1 Introduction
Knowledge Graphs such as Freebase, WordNet etc. have become important resources for supporting many AI applications like web search, Q&A etc. They store a collection of facts in the form of a graph. The nodes in the graph represent real world entities such as Roger Federer, Tennis, United States etc while the edges represent relationships between them.
These KGs have grown huge, but they are still not complete Toutanova et al. (2015). Hence the task of inferring new facts becomes important. Many vector space models have been proposed which can perform reasoning over KGs efficiently Bordes et al. (2011), Wang et al. (2014), Lin et al. (2015), Socher et al. (2013), Riedel et al. (2013), Toutanova et al. (2015) etc. These methods learn representations for entities and relations as vectors in a vector space, capturing global information about the KG. The task of KG inference is then defined as operations over these vectors. Some of these methods like Riedel et al. (2013), Toutanova et al. (2015) are capable of exploiting additional text data apart from the KG, resulting in better representations.
Although these methods have shown good performance in applications, they don’t address the problem of understanding semantics of individual dimensions of the KG embedding. A recent work Xiao et al. (2016) addressed the problem of learning semantic features for KGs. However, they don’t directly use vector space modeling.

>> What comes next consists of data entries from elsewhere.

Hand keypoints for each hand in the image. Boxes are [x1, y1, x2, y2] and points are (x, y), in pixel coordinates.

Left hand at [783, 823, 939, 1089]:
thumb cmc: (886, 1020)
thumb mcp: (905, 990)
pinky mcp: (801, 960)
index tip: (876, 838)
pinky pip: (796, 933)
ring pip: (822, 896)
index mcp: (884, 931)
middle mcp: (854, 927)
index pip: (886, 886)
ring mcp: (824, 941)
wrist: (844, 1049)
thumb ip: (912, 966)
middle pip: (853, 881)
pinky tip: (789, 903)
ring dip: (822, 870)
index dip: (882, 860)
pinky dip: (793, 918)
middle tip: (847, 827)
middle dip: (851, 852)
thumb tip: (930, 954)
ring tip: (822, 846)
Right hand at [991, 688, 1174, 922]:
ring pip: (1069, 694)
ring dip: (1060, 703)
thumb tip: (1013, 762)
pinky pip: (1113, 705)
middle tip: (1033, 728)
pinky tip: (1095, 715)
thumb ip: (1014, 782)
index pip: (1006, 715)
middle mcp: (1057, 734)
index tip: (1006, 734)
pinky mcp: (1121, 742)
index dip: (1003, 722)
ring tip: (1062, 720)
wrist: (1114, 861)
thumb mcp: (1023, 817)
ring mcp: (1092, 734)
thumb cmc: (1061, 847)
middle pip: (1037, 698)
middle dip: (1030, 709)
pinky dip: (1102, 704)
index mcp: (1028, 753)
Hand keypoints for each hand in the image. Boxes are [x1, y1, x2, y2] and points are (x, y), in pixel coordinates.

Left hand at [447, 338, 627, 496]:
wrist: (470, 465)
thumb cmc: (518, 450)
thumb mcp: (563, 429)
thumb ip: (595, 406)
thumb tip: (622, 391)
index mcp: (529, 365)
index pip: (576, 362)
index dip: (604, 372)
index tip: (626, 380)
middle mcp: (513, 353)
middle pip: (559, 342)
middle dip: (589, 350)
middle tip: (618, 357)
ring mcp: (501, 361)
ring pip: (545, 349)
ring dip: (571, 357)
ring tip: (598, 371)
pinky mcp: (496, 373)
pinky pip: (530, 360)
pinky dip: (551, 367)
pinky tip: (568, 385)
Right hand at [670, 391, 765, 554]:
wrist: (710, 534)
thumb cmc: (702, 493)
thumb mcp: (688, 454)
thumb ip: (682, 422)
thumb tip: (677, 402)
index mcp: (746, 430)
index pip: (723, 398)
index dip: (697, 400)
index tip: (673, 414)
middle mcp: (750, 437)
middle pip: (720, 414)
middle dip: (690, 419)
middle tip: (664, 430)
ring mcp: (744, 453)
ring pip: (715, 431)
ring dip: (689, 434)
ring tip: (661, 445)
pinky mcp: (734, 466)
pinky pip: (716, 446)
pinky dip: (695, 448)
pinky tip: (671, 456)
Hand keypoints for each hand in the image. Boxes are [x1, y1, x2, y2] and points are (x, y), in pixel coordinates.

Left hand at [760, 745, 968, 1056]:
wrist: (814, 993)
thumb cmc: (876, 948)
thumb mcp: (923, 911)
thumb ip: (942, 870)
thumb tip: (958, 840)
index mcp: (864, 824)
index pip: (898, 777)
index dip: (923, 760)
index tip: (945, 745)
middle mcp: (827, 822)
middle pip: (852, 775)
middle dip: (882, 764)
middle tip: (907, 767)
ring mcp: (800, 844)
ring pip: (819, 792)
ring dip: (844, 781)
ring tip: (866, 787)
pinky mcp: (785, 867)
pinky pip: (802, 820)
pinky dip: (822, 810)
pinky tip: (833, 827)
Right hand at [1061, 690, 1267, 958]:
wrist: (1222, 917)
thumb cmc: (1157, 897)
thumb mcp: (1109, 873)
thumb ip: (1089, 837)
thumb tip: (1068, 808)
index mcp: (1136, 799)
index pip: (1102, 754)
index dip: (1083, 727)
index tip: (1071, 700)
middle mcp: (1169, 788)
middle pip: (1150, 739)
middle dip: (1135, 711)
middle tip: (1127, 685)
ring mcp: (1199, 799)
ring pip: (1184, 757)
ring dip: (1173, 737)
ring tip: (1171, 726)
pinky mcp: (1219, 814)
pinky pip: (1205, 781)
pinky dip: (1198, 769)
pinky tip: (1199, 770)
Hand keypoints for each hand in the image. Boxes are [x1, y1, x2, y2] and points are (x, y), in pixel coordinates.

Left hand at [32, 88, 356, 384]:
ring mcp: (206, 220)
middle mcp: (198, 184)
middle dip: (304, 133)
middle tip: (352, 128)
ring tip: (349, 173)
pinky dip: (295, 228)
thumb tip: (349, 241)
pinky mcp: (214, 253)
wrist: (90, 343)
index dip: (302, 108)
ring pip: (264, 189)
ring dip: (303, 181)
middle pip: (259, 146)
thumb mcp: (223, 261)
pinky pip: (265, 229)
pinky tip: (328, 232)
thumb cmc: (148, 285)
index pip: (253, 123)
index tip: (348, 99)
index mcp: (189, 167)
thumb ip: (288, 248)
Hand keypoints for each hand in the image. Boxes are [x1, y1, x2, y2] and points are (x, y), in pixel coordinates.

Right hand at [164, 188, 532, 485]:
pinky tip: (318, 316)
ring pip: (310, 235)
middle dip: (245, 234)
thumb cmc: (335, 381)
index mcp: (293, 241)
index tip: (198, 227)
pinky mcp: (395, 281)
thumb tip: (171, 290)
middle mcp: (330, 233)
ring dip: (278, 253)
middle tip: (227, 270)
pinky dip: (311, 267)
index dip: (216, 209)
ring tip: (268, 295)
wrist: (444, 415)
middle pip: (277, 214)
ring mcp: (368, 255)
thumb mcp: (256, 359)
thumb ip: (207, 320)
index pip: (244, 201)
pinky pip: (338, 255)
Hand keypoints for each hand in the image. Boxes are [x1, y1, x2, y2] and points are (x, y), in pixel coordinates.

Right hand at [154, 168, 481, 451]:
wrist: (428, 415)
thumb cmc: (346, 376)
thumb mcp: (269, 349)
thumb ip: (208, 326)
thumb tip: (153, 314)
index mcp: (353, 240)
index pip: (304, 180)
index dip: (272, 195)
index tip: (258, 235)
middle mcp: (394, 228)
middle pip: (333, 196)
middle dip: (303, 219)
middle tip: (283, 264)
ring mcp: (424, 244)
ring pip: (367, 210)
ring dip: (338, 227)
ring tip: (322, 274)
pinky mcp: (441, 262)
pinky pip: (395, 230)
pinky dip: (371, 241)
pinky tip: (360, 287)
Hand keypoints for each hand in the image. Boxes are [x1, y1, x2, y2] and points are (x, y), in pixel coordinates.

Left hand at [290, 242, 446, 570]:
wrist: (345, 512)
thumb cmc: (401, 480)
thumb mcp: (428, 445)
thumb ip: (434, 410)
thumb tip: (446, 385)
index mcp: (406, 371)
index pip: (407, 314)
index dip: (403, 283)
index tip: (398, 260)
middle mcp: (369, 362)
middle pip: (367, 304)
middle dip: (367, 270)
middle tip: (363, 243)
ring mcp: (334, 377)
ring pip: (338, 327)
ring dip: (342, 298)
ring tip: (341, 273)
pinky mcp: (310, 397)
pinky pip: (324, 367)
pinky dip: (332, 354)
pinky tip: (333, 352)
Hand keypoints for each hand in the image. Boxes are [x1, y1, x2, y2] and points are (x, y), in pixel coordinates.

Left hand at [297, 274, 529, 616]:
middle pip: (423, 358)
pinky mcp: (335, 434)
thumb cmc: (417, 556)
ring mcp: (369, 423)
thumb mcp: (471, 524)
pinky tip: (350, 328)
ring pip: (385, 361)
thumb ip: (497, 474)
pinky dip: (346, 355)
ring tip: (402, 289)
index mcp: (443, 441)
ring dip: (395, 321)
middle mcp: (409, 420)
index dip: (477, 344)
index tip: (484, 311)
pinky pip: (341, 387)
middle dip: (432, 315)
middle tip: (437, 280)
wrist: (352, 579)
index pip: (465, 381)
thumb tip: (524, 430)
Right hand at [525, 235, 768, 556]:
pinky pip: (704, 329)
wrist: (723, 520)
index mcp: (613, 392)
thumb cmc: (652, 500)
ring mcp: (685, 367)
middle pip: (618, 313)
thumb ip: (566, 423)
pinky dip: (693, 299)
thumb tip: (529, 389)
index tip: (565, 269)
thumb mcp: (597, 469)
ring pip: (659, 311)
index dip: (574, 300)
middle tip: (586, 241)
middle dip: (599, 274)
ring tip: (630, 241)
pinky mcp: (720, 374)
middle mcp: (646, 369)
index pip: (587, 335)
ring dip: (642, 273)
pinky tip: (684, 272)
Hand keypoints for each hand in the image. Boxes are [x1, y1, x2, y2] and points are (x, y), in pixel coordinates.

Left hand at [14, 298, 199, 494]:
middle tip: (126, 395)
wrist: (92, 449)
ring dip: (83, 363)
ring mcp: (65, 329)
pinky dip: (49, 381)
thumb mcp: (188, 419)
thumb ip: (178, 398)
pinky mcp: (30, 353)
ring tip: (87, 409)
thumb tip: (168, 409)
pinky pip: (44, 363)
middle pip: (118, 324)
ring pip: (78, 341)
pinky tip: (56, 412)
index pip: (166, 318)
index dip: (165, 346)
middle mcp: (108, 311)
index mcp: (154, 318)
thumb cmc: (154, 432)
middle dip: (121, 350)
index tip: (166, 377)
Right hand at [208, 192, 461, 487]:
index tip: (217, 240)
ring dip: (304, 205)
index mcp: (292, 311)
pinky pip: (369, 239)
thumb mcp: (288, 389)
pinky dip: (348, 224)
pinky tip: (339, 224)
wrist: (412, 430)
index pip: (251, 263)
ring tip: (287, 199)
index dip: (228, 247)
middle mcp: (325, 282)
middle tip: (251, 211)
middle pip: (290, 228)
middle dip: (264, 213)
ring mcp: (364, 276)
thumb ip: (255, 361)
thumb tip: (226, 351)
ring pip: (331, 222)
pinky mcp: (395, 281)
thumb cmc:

In this work, we focus on incorporating interpretability in KG embeddings. Specifically, we aim to learn interpretable embeddings for KG entities by incorporating additional entity cooccurrence statistics from text data. This work is motivated by Lau et al. (2014) who presented automated methods for evaluating topics learned via topic modelling methods. We adapt these measures for the vector space model and propose a method to directly maximize them while learning KG embedding. To the best of our knowledge, this work presents the first regularization term which induces interpretability in KG embeddings.
2 Related Work
Several methods have been proposed for learning KG embeddings. They differ on the modeling of entities and relations, usage of text data and interpretability of the learned embeddings. We summarize some of these methods in following sections.
2.1 Vectorspace models for KG Embeddings
A very effective and powerful set of models are based on translation vectors. These models represent entities as vectors in dimensional space, and relations as translation vectors from head entity to tail entity, in either same or a projected space. TransEBordes et al. (2011) is one of the initial works, which was later improved by many works [Wang et al. (2014), Lin et al. (2015), Xiao et al. (2015b), Xiao et al. (2015a), Ji et al. (2015), Fan et al. (2014)]. Also, there are methods which are able to incorporate text data while learning KG embeddings. Riedel et al. (2013) is one such method, which assumes a combined universal schema of relations from KG as well as text. Toutanova et al. (2015) further improves the performance by sharing parameters among similar textual relations.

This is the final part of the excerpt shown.